If you study the subject website, you will find that this individual offers to review and seal multi-sheet sets of engineering drawings for as little as $9/sheet and promises overnight service.  Now consider the typical language in most state licensing laws and regulations.  For example, the Texas PE Boards Rules have the following provisions:

"131.166 Engineers' Seals"

(c) "Engineers shall only seal work done by them or performed under their direct supervision, except as provided in subsection (m) of this section concerning standards.  Upon sealing, engineers take full professional responsibility for that work."

(m) "When an engineer elects to use standards or general guideline specifications, those items shall be clearly labeled as such, shall bear the identity of the publishing entity, and shall be:

(1) individually sealed by the engineer; or
(2) specified on an integral design/title/contents sheet that bears the engineer's seal, signature, and date with a statement authorizing its use."

In practice, the PE Board has consistently interpreted these rules very narrowly.  "Direct supervision" means work that you have personally supervised, on premises, while the work was in progress.  An engineer employed full-time by Company A can only seal work done by another full-time employee of Company A working under his/her direct supervision.  This excludes all scenarios with part-time designers and reviewers, subconsultants and subcontractors, as well as individuals working for more than one employer.
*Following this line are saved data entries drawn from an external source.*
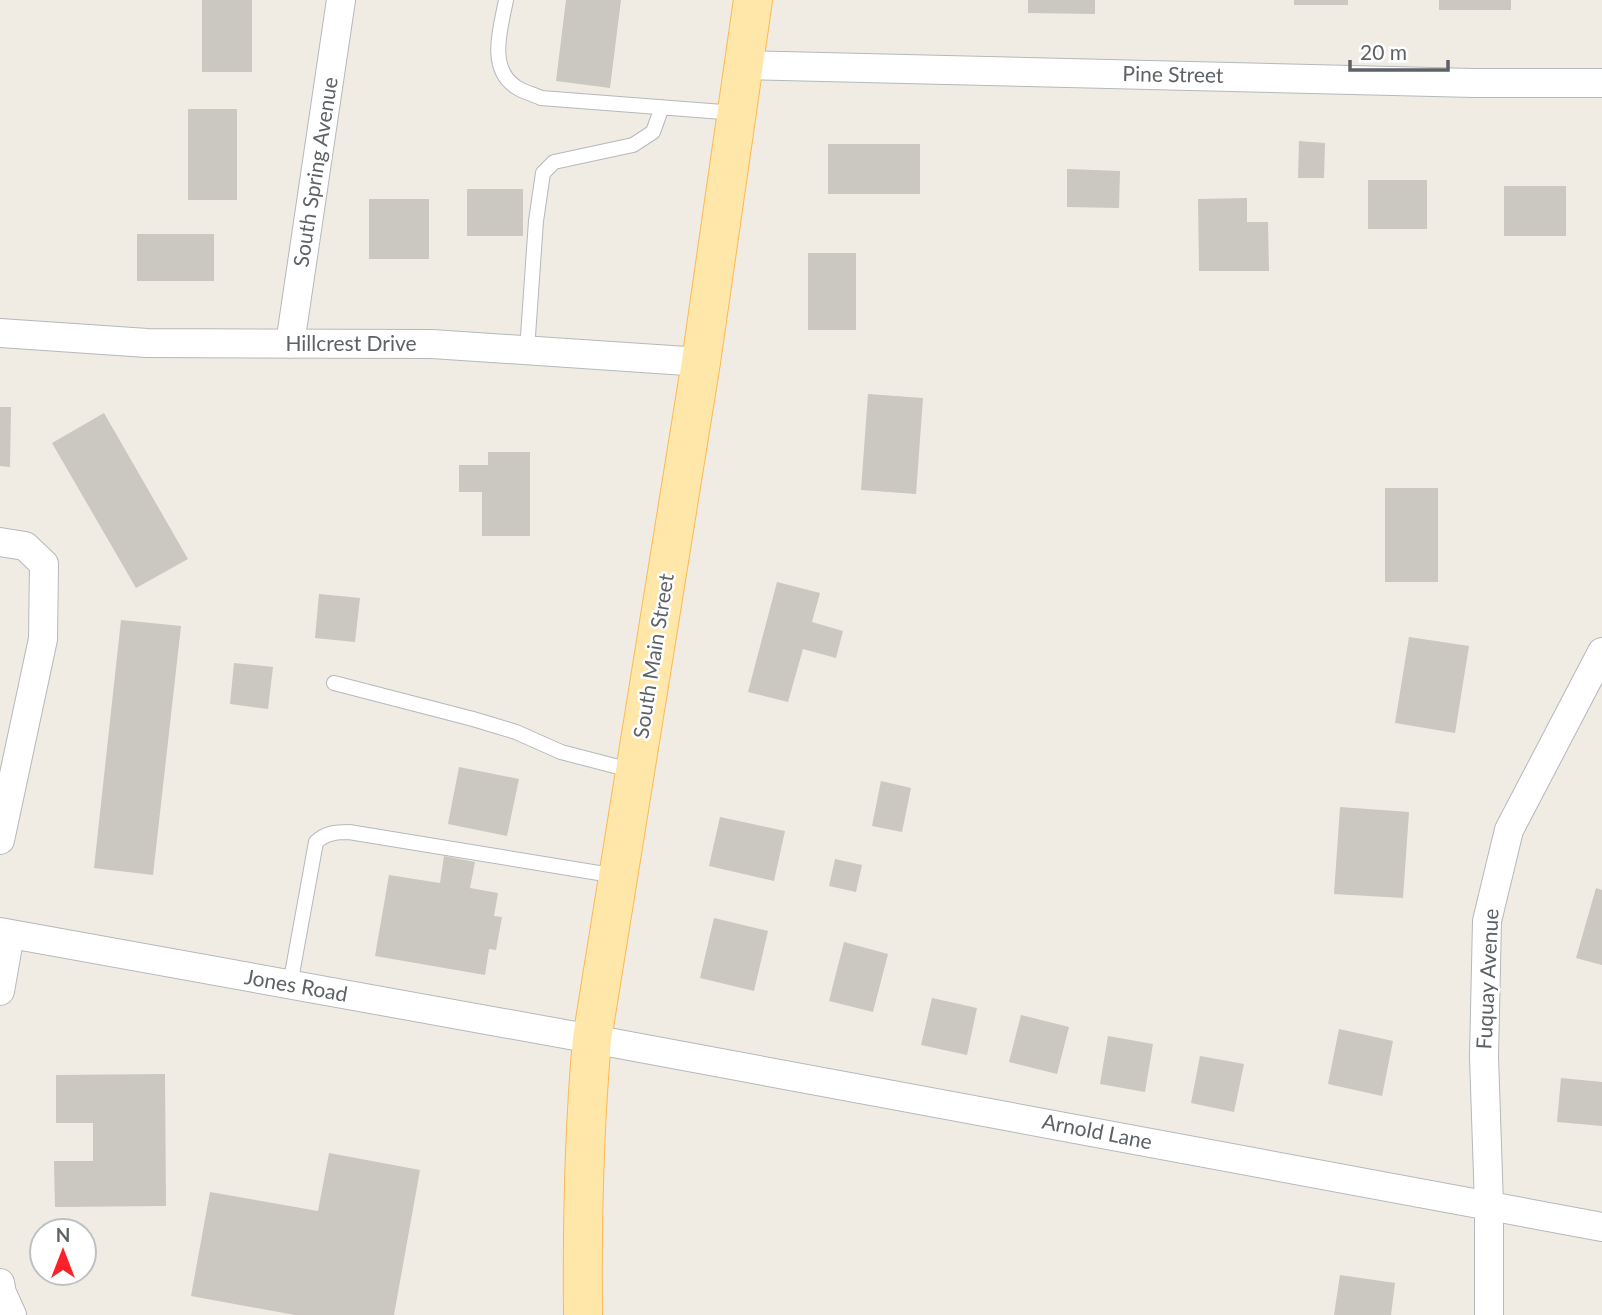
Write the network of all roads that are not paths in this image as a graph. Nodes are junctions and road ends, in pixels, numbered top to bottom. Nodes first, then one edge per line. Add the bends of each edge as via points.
1 (341, 0) edge
2 (506, 0) edge
3 (753, 0) edge
4 (745, 65) junction
5 (1602, 83) edge
6 (662, 107) junction
7 (738, 114) junction
8 (0, 333) edge
9 (290, 344) junction
10 (527, 350) junction
11 (701, 362) junction
12 (0, 542) edge
13 (1602, 652) edge
14 (334, 683) dead end
15 (635, 771) junction
16 (0, 840) edge
17 (618, 876) junction
18 (5, 933) edge
19 (290, 985) junction
20 (0, 991) edge
21 (592, 1039) junction
22 (1489, 1205) junction
23 (1602, 1227) edge
24 (0, 1283) edge
25 (12, 1315) edge
26 (583, 1315) edge
27 (1489, 1315) edge

1 - 9 street, South Spring Avenue
2 - 6 lane via 497,45 502,72 515,87 541,98
3 - 4 main road, South Main Street
4 - 5 street, Pine Street
4 - 7 main road, South Main Street
6 - 7 lane
6 - 10 lane via 653,132 633,145 554,162 543,173
7 - 11 main road, South Main Street
8 - 9 street, Hillcrest Drive via 147,343
9 - 10 street, Hillcrest Drive via 432,344
10 - 11 street, Hillcrest Drive
11 - 15 main road, South Main Street
12 - 16 street via 25,546 44,564 43,639
13 - 22 street, Fuquay Avenue via 1509,830 1487,921 1484,1057
14 - 15 lane via 473,719 561,752
15 - 17 main road, South Main Street
17 - 19 lane via 349,832 323,836 316,842
17 - 21 main road, South Main Street
18 - 19 street, Jones Road
18 - 20 street
19 - 21 street, Jones Road
21 - 22 street, Arnold Lane
21 - 26 main road, South Main Street via 585,1125
22 - 23 street, Arnold Lane
22 - 27 street, Fuquay Avenue
24 - 25 street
Any other doubts or questions?

Stan R. Caldwell, P.E.
Dallas, Texas

-----Original Message-----
From: Craig Leech [mailto:cleech(--nospam--at)nyc.rr.com] 
Sent: Thursday, April 08, 2004 1:50 PM
To: seaint(--nospam--at)seaint.org
Subject: RE: online plan stamper

§131.166 Engineers' Seals

I do not wish to argue for the person in question, as the practice does seem to be open to abuse, but...

What is illegal or wrong with such a proposal?  He asks for a description of the drawing, it is sent to his office and it is reviewed to ensure that it meets the required state code.  If the check is indeed performed, what is wrong?  

We appear to be making a lot of assumptions.  He may limit the $99 charge to simple letter size sketches of subjects he is familiar with.  He may charge more for other complexities.  It may just be a case of misleading advertising.  

Again, not a defense, simply a question about requirements before a PE puts his stamp on something.